[OpenAFS] the best distributed file system

Matt Cocker matt@cs.auckland.ac.nz
Wed, 19 Jun 2002 11:45:04 +1200


You may not be alone. We have seen problems similar to what you describe
in two situations. The first is if we are running routed in listening
mode and restart routed while people are accessing volumes on this
server. A reboot (reset actually) is generally required as the FS 
process has the "D" label.

The second time we have seen this problem is when we had a raid problem. 
One of the raid disks would fail but would not be taken offline. The FS 
process would try to write to the logical disk and generate a SCSI 
aborting error and the FS process would go "D", now one with volumes on 
that server can access them and the FS can not be killed (reset and raid 
disk rebuild required). Unfortunately if the machine is in this state 
for two long the DB servers also need AFS restarted to get rewrite 
access to disks. (we have had 12 of these failures due to a bad batch of 
disks - now all 60 disk are being replaced by Dell). Note: the linux 
clients have a really annoying habit at this point as they can not 
access any directories that have a sub-directory which is a mount point 
for a volume from a dead server (time out seems to be very very long - 
NT client seems to only be effected if you access the dead volume).
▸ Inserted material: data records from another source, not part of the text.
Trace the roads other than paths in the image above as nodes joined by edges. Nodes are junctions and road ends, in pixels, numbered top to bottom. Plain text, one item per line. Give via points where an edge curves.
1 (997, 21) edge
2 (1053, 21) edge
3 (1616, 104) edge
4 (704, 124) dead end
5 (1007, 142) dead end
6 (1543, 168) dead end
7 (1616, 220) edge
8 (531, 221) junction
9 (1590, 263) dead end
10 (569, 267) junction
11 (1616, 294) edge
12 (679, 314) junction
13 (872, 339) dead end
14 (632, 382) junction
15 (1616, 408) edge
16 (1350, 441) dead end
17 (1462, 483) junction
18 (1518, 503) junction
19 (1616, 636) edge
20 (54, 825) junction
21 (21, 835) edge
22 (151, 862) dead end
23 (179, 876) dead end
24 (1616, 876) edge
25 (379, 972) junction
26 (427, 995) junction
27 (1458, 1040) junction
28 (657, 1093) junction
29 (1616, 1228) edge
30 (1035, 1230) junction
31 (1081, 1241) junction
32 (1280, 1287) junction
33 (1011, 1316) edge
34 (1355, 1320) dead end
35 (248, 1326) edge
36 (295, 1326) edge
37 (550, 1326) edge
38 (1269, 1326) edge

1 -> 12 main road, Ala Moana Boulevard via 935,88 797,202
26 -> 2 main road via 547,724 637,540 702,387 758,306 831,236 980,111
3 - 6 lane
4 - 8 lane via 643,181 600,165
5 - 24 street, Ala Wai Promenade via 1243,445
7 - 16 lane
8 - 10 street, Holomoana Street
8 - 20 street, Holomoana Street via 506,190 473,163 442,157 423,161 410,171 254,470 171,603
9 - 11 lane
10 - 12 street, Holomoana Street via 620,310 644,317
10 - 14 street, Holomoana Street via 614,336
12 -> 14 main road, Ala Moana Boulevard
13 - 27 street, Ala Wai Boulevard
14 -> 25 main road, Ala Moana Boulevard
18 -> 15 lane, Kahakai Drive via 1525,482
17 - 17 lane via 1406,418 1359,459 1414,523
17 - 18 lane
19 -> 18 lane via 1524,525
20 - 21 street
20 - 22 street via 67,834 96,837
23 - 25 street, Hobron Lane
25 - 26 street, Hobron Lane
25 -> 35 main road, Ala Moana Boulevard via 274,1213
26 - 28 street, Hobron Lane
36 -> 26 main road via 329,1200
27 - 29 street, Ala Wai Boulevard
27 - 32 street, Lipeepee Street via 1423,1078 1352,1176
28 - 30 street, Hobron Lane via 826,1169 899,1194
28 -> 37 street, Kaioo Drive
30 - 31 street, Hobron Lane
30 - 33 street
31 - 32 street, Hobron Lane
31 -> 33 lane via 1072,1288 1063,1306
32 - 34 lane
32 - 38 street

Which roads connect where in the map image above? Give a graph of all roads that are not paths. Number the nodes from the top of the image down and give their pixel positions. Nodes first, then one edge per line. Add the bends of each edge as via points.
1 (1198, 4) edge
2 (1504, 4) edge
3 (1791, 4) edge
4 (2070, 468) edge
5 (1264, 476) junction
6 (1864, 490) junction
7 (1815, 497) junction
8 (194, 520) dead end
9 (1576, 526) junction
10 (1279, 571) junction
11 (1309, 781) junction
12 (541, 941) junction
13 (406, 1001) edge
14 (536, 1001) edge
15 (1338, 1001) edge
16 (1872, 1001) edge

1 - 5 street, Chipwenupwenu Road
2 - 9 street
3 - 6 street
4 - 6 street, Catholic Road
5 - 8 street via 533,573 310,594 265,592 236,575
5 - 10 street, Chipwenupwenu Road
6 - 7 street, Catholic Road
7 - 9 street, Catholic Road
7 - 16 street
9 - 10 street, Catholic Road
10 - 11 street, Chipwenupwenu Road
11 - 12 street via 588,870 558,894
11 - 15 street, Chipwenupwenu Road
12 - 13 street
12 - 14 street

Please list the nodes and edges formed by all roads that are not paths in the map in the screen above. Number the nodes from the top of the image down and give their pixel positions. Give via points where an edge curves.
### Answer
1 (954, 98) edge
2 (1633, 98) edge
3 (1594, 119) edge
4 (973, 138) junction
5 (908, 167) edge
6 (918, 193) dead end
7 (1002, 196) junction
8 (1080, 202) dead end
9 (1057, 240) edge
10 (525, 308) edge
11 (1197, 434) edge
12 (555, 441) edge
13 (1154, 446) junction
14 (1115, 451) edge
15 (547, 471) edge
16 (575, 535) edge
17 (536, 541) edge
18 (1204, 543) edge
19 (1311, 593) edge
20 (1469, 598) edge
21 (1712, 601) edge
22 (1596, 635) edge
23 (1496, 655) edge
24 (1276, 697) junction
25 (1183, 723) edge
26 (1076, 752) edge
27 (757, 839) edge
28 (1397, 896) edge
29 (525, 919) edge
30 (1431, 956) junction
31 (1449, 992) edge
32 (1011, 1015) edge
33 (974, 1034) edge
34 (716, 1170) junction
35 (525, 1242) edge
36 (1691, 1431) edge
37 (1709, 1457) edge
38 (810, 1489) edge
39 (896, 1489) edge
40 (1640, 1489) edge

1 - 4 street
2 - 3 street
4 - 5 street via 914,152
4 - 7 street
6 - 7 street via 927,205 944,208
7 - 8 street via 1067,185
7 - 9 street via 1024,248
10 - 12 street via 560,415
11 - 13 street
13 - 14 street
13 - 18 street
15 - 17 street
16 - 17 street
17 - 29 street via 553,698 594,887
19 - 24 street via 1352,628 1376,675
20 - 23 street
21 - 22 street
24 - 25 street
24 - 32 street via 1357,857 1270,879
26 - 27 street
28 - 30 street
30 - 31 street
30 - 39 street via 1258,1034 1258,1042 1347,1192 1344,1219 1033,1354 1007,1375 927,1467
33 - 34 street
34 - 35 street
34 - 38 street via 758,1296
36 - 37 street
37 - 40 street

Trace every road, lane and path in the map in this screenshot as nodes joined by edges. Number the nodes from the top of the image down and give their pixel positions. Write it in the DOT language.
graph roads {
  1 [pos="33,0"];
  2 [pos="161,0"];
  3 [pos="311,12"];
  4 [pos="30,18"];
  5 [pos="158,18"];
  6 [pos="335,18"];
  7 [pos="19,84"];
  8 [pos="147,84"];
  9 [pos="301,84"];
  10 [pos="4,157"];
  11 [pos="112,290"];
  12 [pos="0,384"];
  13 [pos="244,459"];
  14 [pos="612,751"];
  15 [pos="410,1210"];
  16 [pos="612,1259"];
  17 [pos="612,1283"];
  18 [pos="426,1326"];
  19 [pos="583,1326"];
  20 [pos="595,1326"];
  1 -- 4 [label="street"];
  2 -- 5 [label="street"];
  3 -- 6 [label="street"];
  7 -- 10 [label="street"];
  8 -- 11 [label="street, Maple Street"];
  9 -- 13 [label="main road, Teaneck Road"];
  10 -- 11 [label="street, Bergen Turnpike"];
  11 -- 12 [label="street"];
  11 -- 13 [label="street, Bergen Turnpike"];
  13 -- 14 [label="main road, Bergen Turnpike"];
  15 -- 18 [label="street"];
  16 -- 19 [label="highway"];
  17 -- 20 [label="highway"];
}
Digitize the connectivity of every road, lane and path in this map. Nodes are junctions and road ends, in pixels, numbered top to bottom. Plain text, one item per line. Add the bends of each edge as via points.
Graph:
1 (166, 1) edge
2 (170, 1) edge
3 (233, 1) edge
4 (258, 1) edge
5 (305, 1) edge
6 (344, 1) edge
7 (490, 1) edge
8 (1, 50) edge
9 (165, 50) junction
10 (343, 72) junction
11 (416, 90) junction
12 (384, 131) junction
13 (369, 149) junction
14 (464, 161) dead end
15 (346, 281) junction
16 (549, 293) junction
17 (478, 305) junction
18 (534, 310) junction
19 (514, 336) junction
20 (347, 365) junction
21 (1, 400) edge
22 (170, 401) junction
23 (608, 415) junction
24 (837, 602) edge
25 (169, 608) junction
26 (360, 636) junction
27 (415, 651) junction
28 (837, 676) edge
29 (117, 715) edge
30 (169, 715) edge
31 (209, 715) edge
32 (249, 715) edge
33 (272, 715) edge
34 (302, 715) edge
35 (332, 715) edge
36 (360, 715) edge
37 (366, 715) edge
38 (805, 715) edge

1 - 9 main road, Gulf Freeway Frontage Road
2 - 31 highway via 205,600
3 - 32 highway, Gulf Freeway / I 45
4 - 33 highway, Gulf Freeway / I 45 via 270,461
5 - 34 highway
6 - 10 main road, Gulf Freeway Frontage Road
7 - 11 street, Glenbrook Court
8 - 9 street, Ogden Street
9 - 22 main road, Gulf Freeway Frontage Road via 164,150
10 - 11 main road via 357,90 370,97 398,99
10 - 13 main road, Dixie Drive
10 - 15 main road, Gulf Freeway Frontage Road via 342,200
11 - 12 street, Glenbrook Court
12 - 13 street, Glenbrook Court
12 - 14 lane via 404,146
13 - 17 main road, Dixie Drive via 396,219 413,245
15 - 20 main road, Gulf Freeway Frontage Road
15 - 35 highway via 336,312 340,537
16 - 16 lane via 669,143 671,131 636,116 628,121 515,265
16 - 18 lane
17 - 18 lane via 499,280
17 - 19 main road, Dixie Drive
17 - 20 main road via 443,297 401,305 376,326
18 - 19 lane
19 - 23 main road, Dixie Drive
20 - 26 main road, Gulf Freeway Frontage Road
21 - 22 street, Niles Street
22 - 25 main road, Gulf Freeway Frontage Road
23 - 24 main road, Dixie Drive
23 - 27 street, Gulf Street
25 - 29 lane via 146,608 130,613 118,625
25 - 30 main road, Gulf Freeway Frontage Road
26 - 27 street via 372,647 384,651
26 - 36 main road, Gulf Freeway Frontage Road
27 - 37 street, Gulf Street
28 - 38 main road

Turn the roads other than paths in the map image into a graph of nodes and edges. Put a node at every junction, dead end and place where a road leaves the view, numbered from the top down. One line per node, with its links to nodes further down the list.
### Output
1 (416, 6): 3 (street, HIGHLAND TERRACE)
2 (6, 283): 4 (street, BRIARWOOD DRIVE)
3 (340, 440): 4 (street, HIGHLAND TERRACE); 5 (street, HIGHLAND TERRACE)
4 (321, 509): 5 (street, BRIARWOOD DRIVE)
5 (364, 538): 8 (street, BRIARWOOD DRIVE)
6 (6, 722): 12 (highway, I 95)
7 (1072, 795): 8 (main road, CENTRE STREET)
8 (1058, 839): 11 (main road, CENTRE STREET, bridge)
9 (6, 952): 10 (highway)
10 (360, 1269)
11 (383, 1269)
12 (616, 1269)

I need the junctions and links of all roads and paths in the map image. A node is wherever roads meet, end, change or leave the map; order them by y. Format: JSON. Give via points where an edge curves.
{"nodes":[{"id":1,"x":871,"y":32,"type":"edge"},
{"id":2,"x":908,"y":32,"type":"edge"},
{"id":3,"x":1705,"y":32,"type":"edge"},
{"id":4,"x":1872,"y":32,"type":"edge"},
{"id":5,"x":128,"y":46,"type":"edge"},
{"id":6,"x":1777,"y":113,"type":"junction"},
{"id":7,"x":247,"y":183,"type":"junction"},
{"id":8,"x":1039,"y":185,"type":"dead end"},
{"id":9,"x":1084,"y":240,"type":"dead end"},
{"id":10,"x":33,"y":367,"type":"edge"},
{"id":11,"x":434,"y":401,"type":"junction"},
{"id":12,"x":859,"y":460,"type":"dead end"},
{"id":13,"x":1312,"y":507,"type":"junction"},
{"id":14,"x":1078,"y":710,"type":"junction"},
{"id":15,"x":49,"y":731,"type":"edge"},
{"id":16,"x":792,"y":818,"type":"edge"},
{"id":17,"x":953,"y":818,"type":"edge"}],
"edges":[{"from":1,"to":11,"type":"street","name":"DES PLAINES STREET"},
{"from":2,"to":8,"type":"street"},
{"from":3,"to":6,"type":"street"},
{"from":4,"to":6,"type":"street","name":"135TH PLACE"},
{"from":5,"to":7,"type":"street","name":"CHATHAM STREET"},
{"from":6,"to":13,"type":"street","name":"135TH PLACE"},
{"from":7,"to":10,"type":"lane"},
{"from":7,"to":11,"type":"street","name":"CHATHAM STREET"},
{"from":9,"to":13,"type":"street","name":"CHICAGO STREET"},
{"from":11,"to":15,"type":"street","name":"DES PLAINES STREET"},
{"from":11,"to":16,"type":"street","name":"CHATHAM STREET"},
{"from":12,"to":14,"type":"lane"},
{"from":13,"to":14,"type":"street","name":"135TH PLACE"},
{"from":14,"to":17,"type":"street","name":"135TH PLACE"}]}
Another problem we have is that we have two locations with a DB server 
and FS at each locations and it all works fine until the link between 
the two sites goes down at which point no one has write access to their 
volumes (even at the site with the present RW controller) until the link 
comes back.


cheers

matt

  system disk failure it will active FS process
 >
 > Maybe/maybe not... One negative of our problem is that no one else
 > sees it. At least the CoW problem is known, just not fixed.
 >
 > In our case, we occasionally see the file or vol server just stop
 > handling requests... No indication of the problem. Rarely we have it
 > segfault, but have not switched it with the lwp based fileserver yet
 > to get a backtrace.
 >
 >